= TASK STATEMENT =
Line filter on the word "Rannantie": copy each matching line from the entries.

########

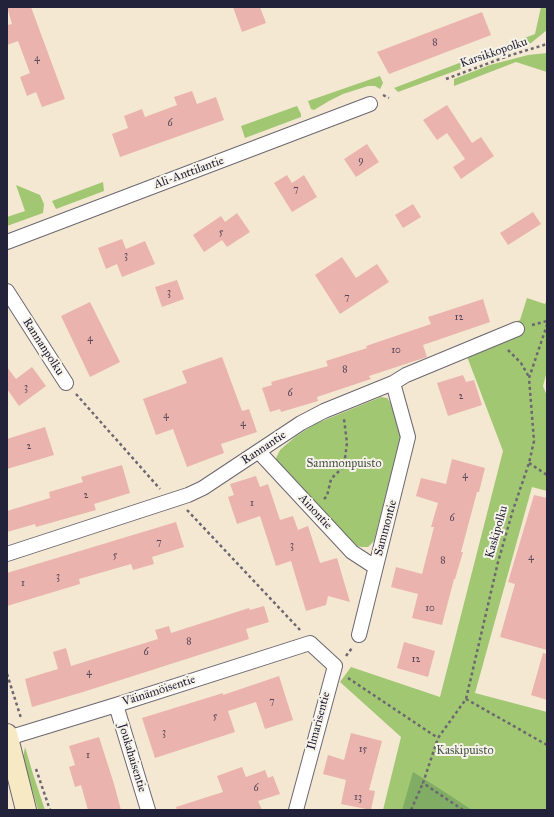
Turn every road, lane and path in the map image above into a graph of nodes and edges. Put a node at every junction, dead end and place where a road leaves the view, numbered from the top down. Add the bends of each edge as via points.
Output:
1 (547, 44) edge
2 (446, 78) dead end
3 (370, 104) dead end
4 (7, 242) edge
5 (7, 291) edge
6 (547, 325) edge
7 (517, 329) dead end
8 (494, 339) junction
9 (529, 378) junction
10 (66, 383) dead end
11 (393, 383) junction
12 (338, 406) junction
13 (259, 452) junction
14 (529, 463) junction
15 (547, 475) edge
16 (312, 511) junction
17 (7, 554) edge
18 (375, 567) junction
19 (359, 635) joint
20 (335, 666) junction
21 (466, 699) junction
22 (116, 705) junction
23 (8, 736) edge
24 (438, 738) junction
25 (547, 745) edge
26 (423, 783) junction
27 (26, 810) edge
28 (148, 810) edge
29 (296, 810) edge
30 (411, 810) edge
31 (463, 810) edge

1 - 2 path, Karsikkopolku
3 - 4 street, Ali-Anttilantie
5 - 10 street, Rannanpolku
6 - 9 path, Kaskipolku
7 - 8 street, Rannantie
8 - 9 path via 522,363
8 - 11 street, Rannantie via 406,375
9 - 14 path, Kaskipolku via 534,441
11 - 12 street, Rannantie
11 - 18 street, Sammontie via 408,437
12 - 13 street, Rannantie via 301,423
12 - 16 path via 344,421 347,443 344,466 331,479 327,496
13 - 16 street, Ainontie
13 - 17 street, Rannantie via 188,496
14 - 15 path
14 - 21 path, Kaskipolku via 512,510 498,562
16 - 18 street, Ainontie via 352,552
18 - 19 street, Sammontie
19 - 20 path via 341,663
20 - 22 street, Väinämöisentie via 310,643
20 - 24 path via 347,677
20 - 29 street, Ilmarisentie
21 - 24 path, Kaskipolku
21 - 25 path
22 - 23 street, Väinämöisentie
22 - 28 street, Joukahaisentie
23 - 27 street
24 - 26 path, Kaskipolku
26 - 30 path, Kaskipolku
26 - 31 path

########

= WRITTEN RESPONSE =
7 - 8 street, Rannantie
8 - 11 street, Rannantie via 406,375
11 - 12 street, Rannantie
12 - 13 street, Rannantie via 301,423
13 - 17 street, Rannantie via 188,496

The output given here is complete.